(Provided material begins)

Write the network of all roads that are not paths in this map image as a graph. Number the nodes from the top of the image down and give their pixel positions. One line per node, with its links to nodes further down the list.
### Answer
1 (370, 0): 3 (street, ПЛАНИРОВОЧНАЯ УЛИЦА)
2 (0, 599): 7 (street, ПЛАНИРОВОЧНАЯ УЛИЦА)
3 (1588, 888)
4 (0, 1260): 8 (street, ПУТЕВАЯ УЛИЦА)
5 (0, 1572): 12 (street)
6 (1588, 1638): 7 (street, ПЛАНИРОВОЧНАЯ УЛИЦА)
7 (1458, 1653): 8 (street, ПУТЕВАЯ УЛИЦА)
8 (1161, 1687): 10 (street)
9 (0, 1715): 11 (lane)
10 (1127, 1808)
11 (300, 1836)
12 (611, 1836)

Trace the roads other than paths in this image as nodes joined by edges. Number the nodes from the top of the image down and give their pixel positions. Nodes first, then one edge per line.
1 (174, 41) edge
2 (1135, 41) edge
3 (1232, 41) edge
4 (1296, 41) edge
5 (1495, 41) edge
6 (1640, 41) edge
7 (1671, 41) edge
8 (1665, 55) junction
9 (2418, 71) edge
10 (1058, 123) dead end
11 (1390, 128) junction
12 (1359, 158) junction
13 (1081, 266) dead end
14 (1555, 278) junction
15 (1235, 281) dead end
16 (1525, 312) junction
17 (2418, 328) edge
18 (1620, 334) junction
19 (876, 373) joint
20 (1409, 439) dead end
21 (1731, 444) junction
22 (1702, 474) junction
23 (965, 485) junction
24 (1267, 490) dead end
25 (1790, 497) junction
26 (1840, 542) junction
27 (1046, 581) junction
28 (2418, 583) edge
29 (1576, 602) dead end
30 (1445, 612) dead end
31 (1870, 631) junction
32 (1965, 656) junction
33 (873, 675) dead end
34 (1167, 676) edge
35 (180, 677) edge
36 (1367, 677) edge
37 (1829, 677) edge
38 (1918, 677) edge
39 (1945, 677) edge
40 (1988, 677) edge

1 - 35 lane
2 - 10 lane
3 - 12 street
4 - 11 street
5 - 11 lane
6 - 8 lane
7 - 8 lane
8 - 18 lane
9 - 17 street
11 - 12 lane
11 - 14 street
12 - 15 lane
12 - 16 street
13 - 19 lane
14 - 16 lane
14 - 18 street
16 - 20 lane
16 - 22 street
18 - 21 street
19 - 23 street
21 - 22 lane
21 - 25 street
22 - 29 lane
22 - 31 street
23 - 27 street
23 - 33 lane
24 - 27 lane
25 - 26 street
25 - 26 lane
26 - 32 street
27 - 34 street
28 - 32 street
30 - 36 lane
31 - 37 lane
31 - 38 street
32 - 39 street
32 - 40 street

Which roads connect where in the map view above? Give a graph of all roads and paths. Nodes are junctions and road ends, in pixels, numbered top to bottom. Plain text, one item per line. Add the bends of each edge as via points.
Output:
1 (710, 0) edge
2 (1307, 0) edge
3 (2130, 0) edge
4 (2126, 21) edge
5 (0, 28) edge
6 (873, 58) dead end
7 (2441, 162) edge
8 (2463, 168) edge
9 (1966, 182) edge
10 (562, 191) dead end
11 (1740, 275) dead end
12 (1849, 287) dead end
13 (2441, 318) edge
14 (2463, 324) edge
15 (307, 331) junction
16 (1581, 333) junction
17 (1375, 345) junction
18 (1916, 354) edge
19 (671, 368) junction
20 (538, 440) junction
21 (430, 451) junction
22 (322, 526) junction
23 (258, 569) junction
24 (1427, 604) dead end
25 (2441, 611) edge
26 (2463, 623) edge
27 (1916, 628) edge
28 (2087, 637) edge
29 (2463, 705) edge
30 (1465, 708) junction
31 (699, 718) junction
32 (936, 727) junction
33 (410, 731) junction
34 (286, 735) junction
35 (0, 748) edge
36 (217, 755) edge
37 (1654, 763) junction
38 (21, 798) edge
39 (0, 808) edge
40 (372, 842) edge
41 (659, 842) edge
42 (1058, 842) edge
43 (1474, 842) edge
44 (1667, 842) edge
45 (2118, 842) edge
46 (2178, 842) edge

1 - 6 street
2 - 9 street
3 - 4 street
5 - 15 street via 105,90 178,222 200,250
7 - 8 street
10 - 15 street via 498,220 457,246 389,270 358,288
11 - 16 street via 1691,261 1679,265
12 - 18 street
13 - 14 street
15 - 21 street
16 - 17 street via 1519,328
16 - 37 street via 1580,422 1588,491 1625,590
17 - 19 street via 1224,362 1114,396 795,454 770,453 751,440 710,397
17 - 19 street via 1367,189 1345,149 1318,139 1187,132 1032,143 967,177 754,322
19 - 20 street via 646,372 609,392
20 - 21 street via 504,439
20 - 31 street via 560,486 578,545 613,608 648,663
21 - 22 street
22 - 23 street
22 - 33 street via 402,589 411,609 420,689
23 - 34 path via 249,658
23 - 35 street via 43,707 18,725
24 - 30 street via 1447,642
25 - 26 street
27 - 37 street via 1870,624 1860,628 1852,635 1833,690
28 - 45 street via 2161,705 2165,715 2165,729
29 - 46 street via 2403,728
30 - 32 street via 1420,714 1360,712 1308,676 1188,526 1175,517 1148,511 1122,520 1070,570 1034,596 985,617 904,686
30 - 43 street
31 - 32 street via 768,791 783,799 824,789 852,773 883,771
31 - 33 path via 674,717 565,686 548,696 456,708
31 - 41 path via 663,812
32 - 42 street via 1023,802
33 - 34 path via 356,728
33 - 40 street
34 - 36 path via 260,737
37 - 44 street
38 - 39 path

(Provided material ends)

◆ **Instructions to follow**:
Determine how many lines above contain the string "paths". Give only that number.

◆ **Written solution**:
3